Eu sei. É insuportável saber. É verdade, não suporto. Sei o tamanho, sei a distância, sei o peso. A largura, eu sei, a densidade, enfim, eu sei. Eu sei! Saber é contraditório. Mergulho profundamente vazia de tudo que me falta saber. Geralmente não compreendo o que sei. Saber é inexato, incoerente, quase absurdo. Sei o que não sei e isso me oprime ao mesmo tempo que me move. Não sou ignorante - não ignoro minha falta de - sei o que eu não sei; apenas me decepciona o quanto ainda me falta para saber. O saber dilata-se a uma frequencia que não consigo acompanhar. À medida que vou sabendo, mais coisas se enfileiram, e se desajeitam, e se desabam para que as saiba. Eu não sei, eu não sei... Eu não sei nada.

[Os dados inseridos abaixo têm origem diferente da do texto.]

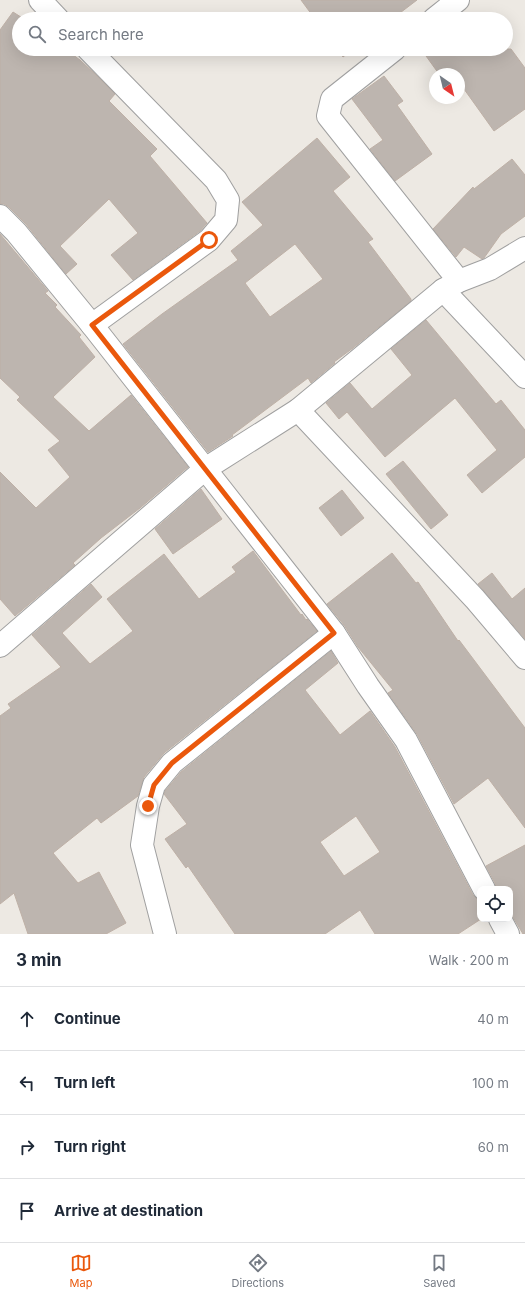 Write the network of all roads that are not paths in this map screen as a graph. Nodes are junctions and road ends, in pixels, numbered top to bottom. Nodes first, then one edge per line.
1 (40, 0) edge
2 (458, 0) edge
3 (51, 12) edge
4 (443, 12) edge
5 (95, 56) edge
6 (387, 56) edge
7 (0, 216) edge
8 (525, 248) edge
9 (451, 285) junction
10 (92, 325) junction
11 (525, 377) edge
12 (298, 410) junction
13 (205, 469) junction
14 (334, 633) junction
15 (1, 643) edge
16 (525, 658) edge
17 (482, 886) edge
18 (502, 922) edge
19 (165, 934) edge
20 (508, 934) edge

1 - 3 street
2 - 4 street
5 - 10 street
6 - 9 street
7 - 10 street
8 - 9 street
9 - 11 street
9 - 12 street
10 - 13 street
12 - 13 street
12 - 16 street
13 - 14 street
13 - 15 street
14 - 17 street
14 - 19 street
18 - 20 street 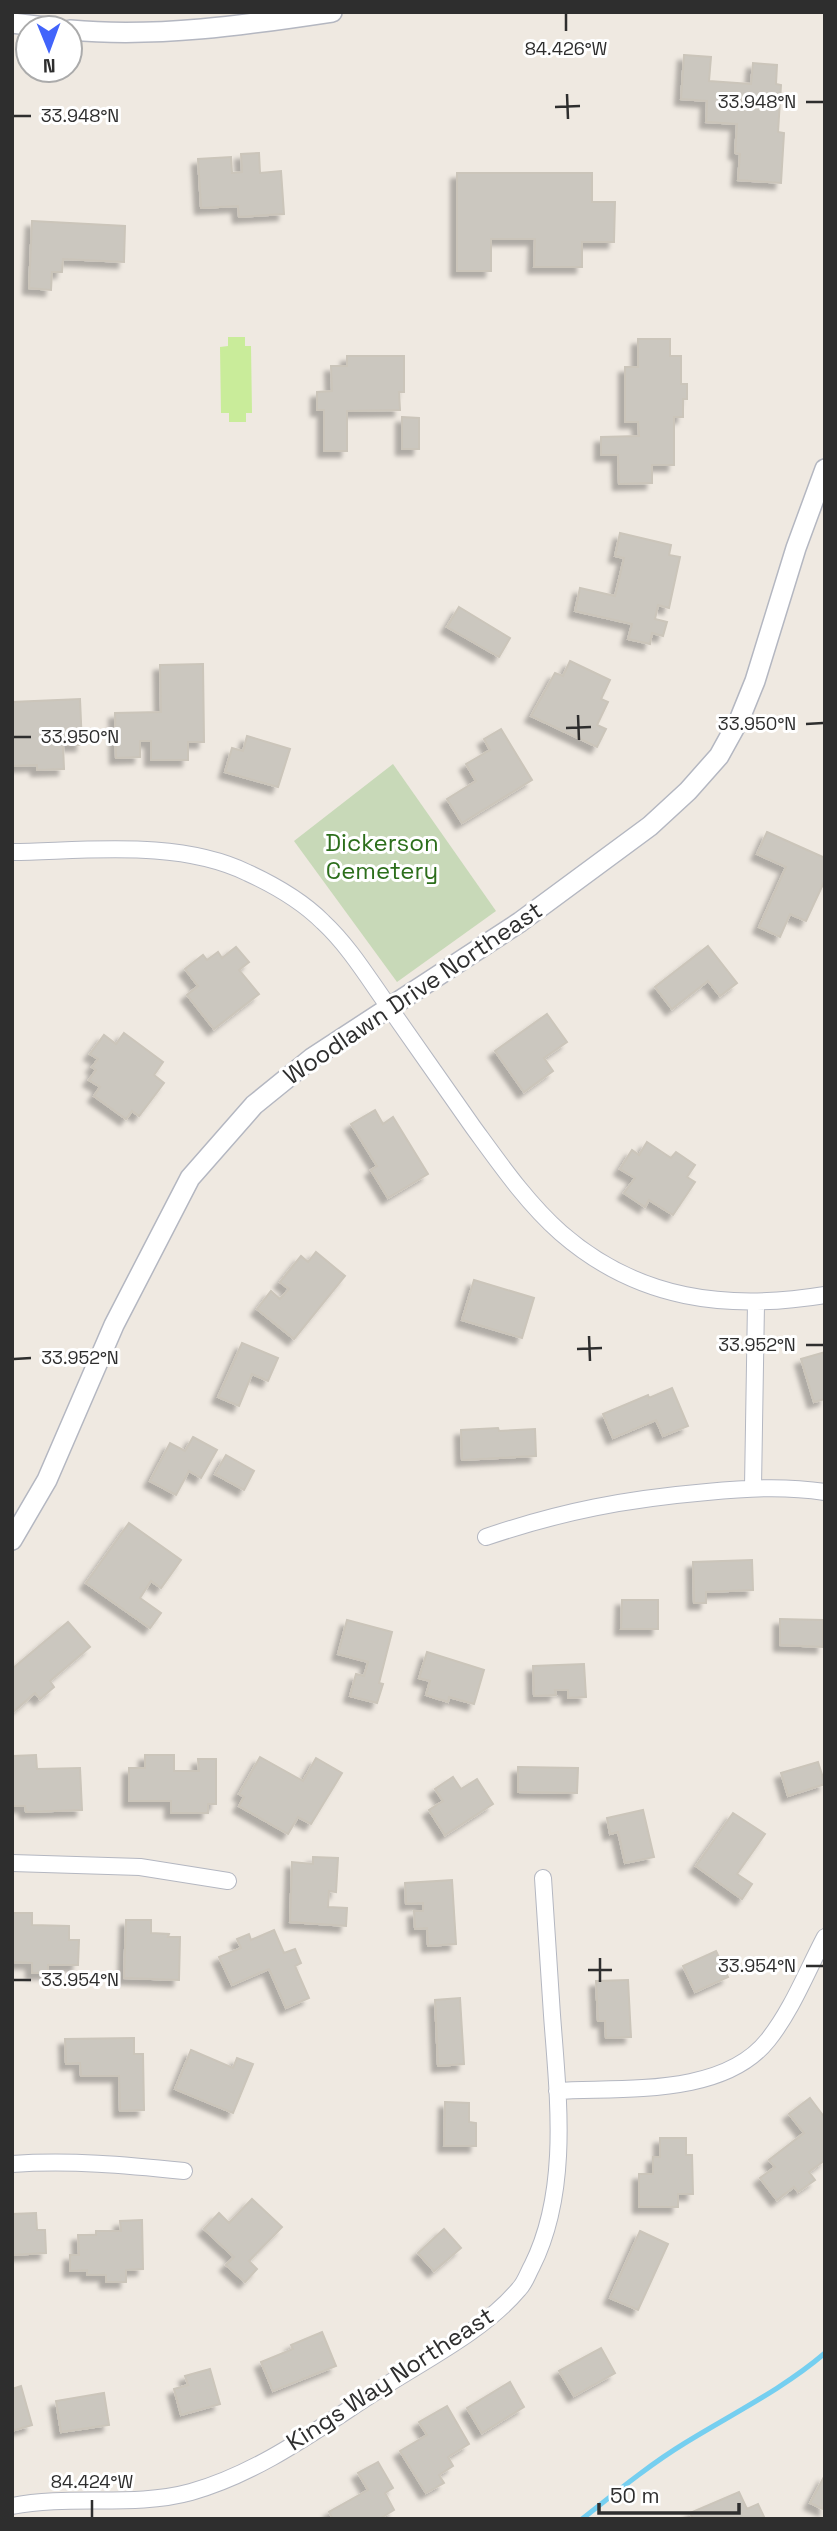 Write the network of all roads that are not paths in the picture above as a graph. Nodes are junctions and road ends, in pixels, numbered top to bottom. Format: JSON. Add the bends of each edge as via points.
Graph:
{"nodes":[{"id":1,"x":332,"y":12,"type":"edge"},
{"id":2,"x":84,"y":30,"type":"edge"},
{"id":3,"x":825,"y":469,"type":"edge"},
{"id":4,"x":12,"y":852,"type":"edge"},
{"id":5,"x":389,"y":1008,"type":"junction"},
{"id":6,"x":825,"y":1295,"type":"edge"},
{"id":7,"x":756,"y":1303,"type":"junction"},
{"id":8,"x":752,"y":1488,"type":"junction"},
{"id":9,"x":825,"y":1492,"type":"edge"},
{"id":10,"x":486,"y":1537,"type":"dead end"},
{"id":11,"x":12,"y":1539,"type":"edge"},
{"id":12,"x":12,"y":1863,"type":"edge"},
{"id":13,"x":543,"y":1878,"type":"dead end"},
{"id":14,"x":228,"y":1881,"type":"dead end"},
{"id":15,"x":825,"y":1937,"type":"edge"},
{"id":16,"x":557,"y":2091,"type":"junction"},
{"id":17,"x":12,"y":2164,"type":"edge"},
{"id":18,"x":184,"y":2171,"type":"dead end"},
{"id":19,"x":12,"y":2506,"type":"edge"}],
"edges":[{"from":1,"to":2,"type":"street","via":[[212,28]]},
{"from":3,"to":5,"type":"street","name":"Woodlawn Drive Northeast","via":[[755,681],[719,756],[650,826],[520,922]]},
{"from":4,"to":5,"type":"street","via":[[177,853],[246,871],[323,921]]},
{"from":5,"to":7,"type":"street","via":[[498,1162],[560,1233],[644,1284],[692,1297]]},
{"from":5,"to":11,"type":"street","name":"Woodlawn Drive Northeast","via":[[312,1058],[254,1105],[190,1178],[114,1325],[47,1480]]},
{"from":6,"to":7,"type":"street"},
{"from":7,"to":8,"type":"street"},
{"from":8,"to":9,"type":"street"},
{"from":8,"to":10,"type":"street","via":[[619,1502],[565,1512]]},
{"from":12,"to":14,"type":"street","via":[[140,1867]]},
{"from":13,"to":16,"type":"street","name":"Kings Way Northeast"},
{"from":15,"to":16,"type":"street","via":[[782,2020],[754,2055],[734,2069],[680,2083]]},
{"from":16,"to":19,"type":"street","name":"Kings Way Northeast","via":[[551,2217],[521,2288],[493,2314],[291,2446],[230,2478],[191,2492],[150,2499],[70,2499]]},
{"from":17,"to":18,"type":"street","via":[[96,2162]]}]} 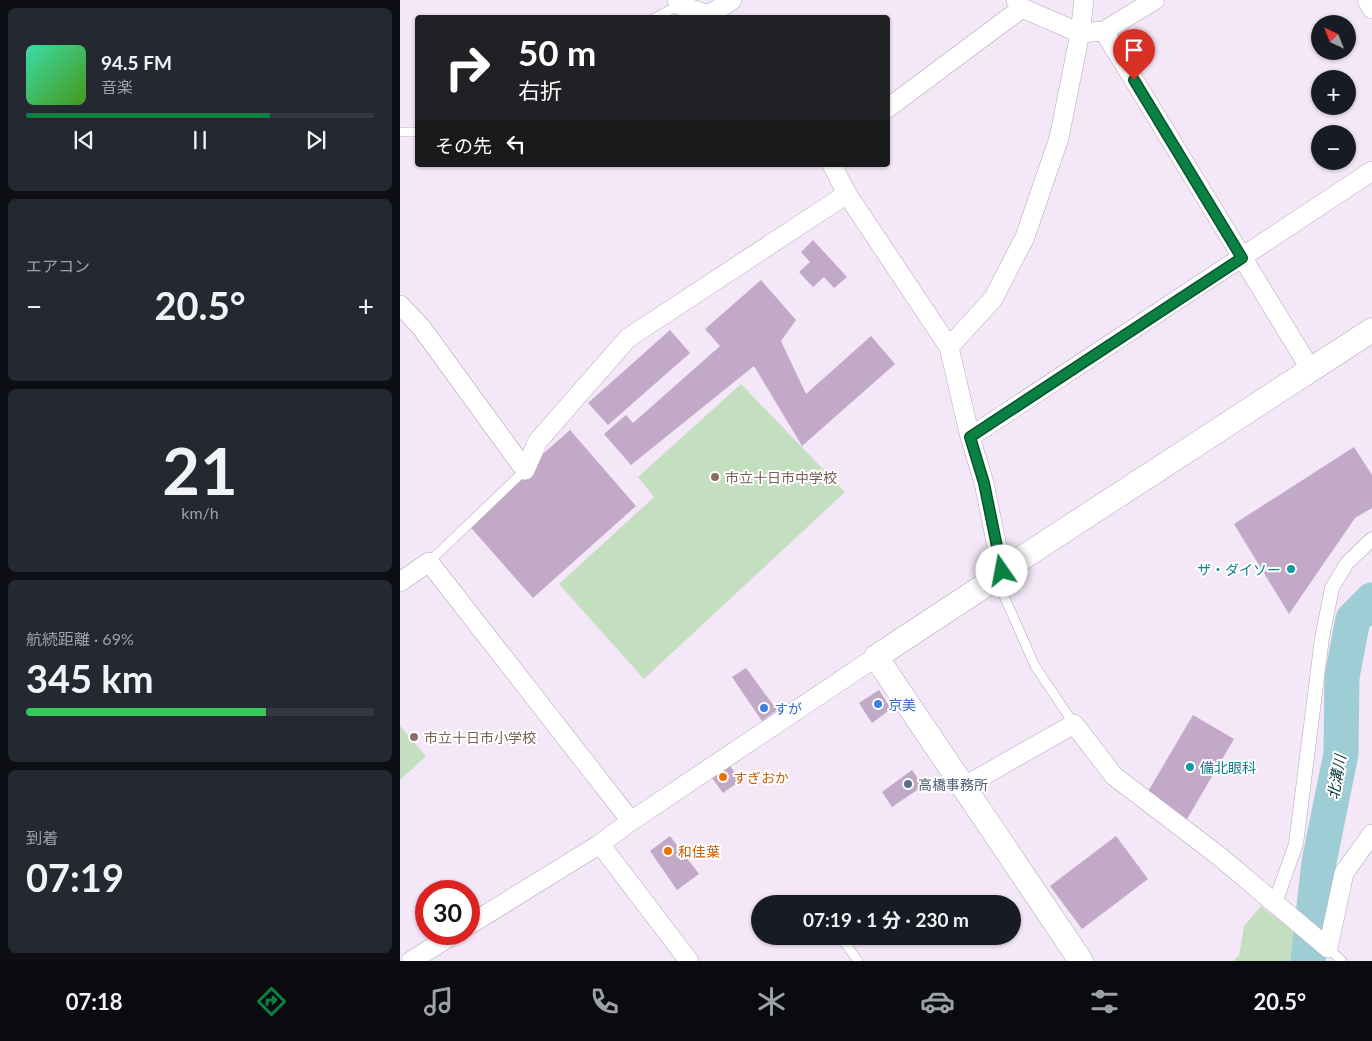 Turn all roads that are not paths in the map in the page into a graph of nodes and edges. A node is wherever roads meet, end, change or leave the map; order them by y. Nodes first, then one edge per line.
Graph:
1 (732, 0) edge
2 (1084, 0) edge
3 (1155, 0) edge
4 (1367, 0) edge
5 (678, 3) edge
6 (1019, 4) edge
7 (1372, 8) edge
8 (660, 15) edge
9 (708, 15) edge
10 (711, 15) edge
11 (1104, 31) junction
12 (1080, 33) junction
13 (890, 106) edge
14 (400, 132) edge
15 (415, 132) edge
16 (833, 167) edge
17 (1372, 171) edge
18 (847, 194) junction
19 (1242, 258) junction
20 (400, 305) edge
21 (1372, 330) edge
22 (949, 347) junction
23 (1311, 370) junction
24 (970, 437) junction
25 (525, 470) junction
26 (1372, 539) edge
27 (429, 562) junction
28 (999, 575) junction
29 (400, 582) edge
30 (876, 657) junction
31 (1074, 724) junction
32 (963, 786) junction
33 (631, 821) junction
34 (1372, 834) edge
35 (600, 844) junction
36 (1275, 903) junction
37 (480, 918) edge
38 (436, 945) edge
39 (846, 945) edge
40 (1328, 948) junction
41 (411, 961) edge
42 (689, 961) edge
43 (858, 961) edge
44 (1081, 961) edge
45 (1342, 961) edge

1 - 10 street
2 - 12 street
3 - 11 street
4 - 7 street
5 - 8 lane
5 - 9 street
6 - 12 street
6 - 13 street
11 - 12 street
11 - 19 street
12 - 22 street
14 - 15 lane
16 - 18 street
17 - 19 street
18 - 22 street
18 - 25 street
19 - 23 street
19 - 24 street
20 - 25 street
21 - 23 street
22 - 24 street
23 - 28 street
24 - 28 street
25 - 27 lane
26 - 36 street
27 - 29 street
27 - 33 street
28 - 30 street
28 - 31 lane
30 - 32 street
30 - 33 street
31 - 32 street
31 - 36 street
32 - 44 street
33 - 35 street
34 - 40 street
35 - 37 street
35 - 42 street
36 - 40 street
38 - 41 street
39 - 43 lane
40 - 45 lane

quarta-feira, 9 de setembro de 2009

divagar divagar devagarinho


O chiclete me mastiga a boca, tal qual o beijo de despedida me saliva as gengivas. Estou me fumando, e estou quase chapada. Entorpeço-me e interajo com o mundo de uma forma muito doida. Penso que a vida é isso e aquilo outro, depois esqueço e penso que não pensava em nada. Desenho-me no papel: meus olhos são puxados como os de uma japonesa. Minhas mãos tocam meu corpo com o lápis e parecem não me conhecer pois me dão proporções absurdas. Isso demonstra o meu descontrole? Isso demonstra a minha falta de senso crítico, de percepção própria? O batuque que sai dos meus dedos sobre as minhas coxas enquanto estou no ônibus não acompanha o ritmo da música que ouço. Sou desconexa. Meu tempo é atemporal, e estou caindo a 60 quilômetros por hora – mas ainda é alto e ninguém me vê. A queda é ininterrupta. A queda é inesperada. Há anos pratico uma queda quase infinita, porque só conheço o ponto de partida. Caio diagonalmente aos meus anseios – quase posso tocá-los, vez ou outra os agarro, mas se desmancham nuvens entre os meus dedos. Caio desproporcionalmente ao compasso com que os outros caminham. Estou incapacitada e cheia de atitude. Temo que minha vontade extrapole o vazio e transborde – posso parecer louca e a loucura em sociedade é condenável. Estou num beijo. Estou num selo. Estou num posto de gasolina. Colada num poste eu estou, num barquinho de papel, num parque de diversões. Eu sou essa coisa visível e imperceptível. Minha missão é passar despercebida.